Where the word "Write" occurs in a line of the listing, please copy the line.

[Opening DATA RECORDS section]

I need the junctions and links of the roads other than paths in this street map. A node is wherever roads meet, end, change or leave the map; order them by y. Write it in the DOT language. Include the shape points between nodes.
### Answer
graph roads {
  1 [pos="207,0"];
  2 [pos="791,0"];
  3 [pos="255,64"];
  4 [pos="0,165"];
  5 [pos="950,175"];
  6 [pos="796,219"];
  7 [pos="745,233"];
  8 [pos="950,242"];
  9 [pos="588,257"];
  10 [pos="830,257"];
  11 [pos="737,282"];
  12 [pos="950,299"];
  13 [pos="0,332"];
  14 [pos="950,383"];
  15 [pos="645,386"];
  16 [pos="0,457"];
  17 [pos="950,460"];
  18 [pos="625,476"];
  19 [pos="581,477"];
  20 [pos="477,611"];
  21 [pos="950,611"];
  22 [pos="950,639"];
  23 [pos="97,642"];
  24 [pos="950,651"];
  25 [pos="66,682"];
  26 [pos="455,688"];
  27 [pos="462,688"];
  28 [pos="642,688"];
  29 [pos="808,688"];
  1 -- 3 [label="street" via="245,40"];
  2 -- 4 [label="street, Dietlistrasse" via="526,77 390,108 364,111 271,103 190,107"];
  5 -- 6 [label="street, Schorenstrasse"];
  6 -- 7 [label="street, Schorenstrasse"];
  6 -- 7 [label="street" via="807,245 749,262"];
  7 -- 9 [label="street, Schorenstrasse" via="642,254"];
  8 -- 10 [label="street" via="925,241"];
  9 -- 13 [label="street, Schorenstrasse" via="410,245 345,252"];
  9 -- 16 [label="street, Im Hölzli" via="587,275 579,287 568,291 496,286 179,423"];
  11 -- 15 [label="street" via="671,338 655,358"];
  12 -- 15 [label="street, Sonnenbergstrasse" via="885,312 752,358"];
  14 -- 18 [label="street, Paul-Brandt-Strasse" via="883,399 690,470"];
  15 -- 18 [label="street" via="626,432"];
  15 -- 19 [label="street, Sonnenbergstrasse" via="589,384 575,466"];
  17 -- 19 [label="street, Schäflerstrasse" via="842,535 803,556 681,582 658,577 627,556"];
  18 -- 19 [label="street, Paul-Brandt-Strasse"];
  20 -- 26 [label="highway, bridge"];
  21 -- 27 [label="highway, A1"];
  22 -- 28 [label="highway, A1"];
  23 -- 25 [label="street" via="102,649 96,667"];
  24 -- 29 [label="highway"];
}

[Closing DATA RECORDS section]
[Opening DATA RECORDS section]

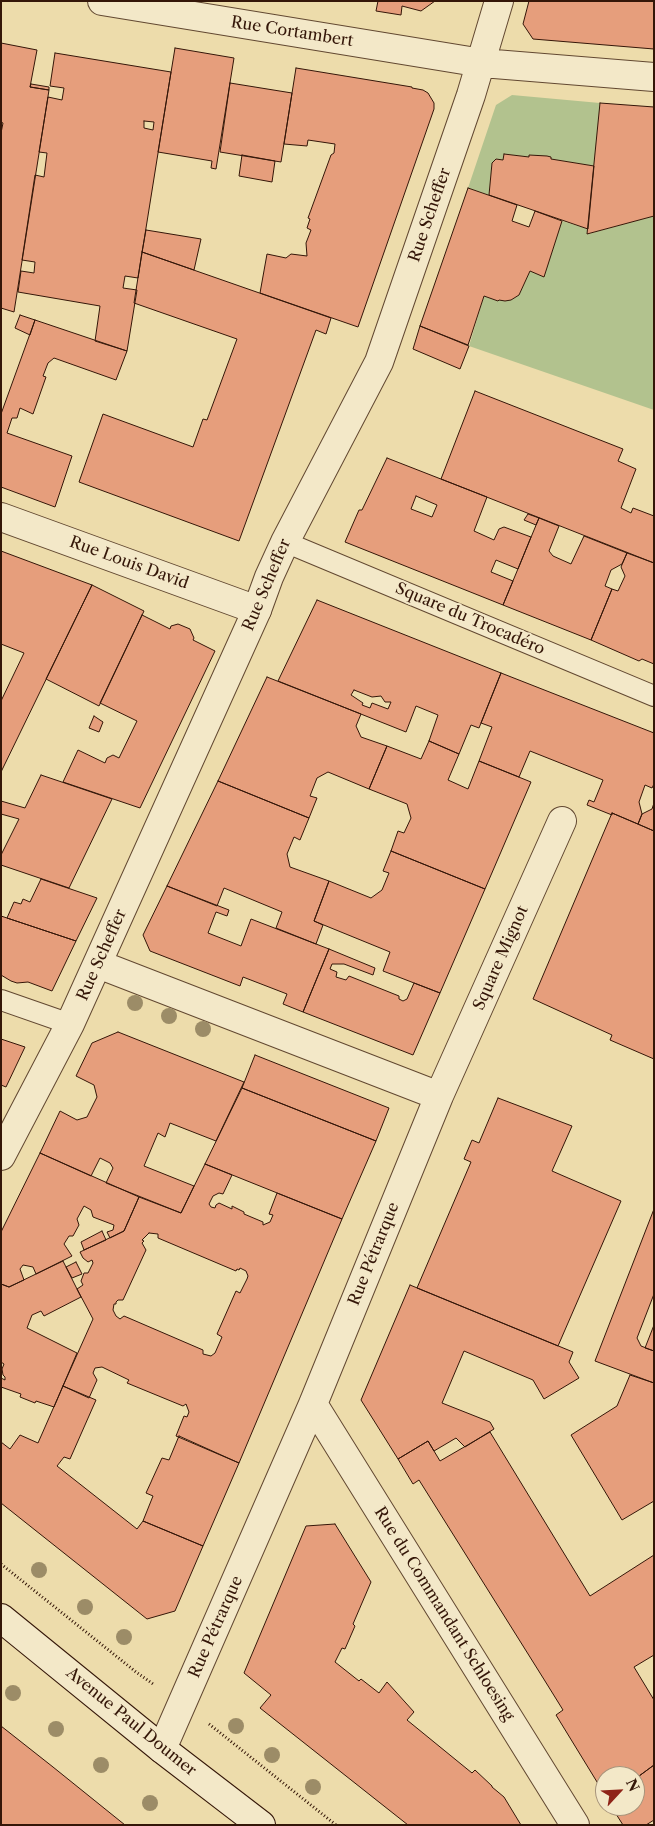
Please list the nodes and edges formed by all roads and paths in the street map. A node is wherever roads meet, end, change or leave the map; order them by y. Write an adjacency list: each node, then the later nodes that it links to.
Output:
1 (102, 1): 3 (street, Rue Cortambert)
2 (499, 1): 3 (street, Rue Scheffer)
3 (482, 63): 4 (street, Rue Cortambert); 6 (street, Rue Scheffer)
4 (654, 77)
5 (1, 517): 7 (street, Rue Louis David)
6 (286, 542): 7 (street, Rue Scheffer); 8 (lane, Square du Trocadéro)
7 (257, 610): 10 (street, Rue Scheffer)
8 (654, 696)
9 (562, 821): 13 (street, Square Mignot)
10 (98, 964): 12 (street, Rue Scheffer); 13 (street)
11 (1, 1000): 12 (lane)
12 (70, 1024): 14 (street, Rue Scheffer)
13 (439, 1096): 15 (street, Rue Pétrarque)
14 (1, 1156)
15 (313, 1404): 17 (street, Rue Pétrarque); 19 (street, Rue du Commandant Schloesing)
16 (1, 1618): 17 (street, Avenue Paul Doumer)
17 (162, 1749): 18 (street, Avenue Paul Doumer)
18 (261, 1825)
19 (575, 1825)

[Closing DATA RECORDS section]

▸ **OUTPUT BELOW**
I need the junctions and links of the roads other than paths in this street map. A node is wherever roads meet, end, change or leave the map; order them by y. Write it in the DOT language. Include the shape points between nodes.
Please list the nodes and edges formed by all roads and paths in the street map. A node is wherever roads meet, end, change or leave the map; order them by y. Write an adjacency list: each node, then the later nodes that it links to.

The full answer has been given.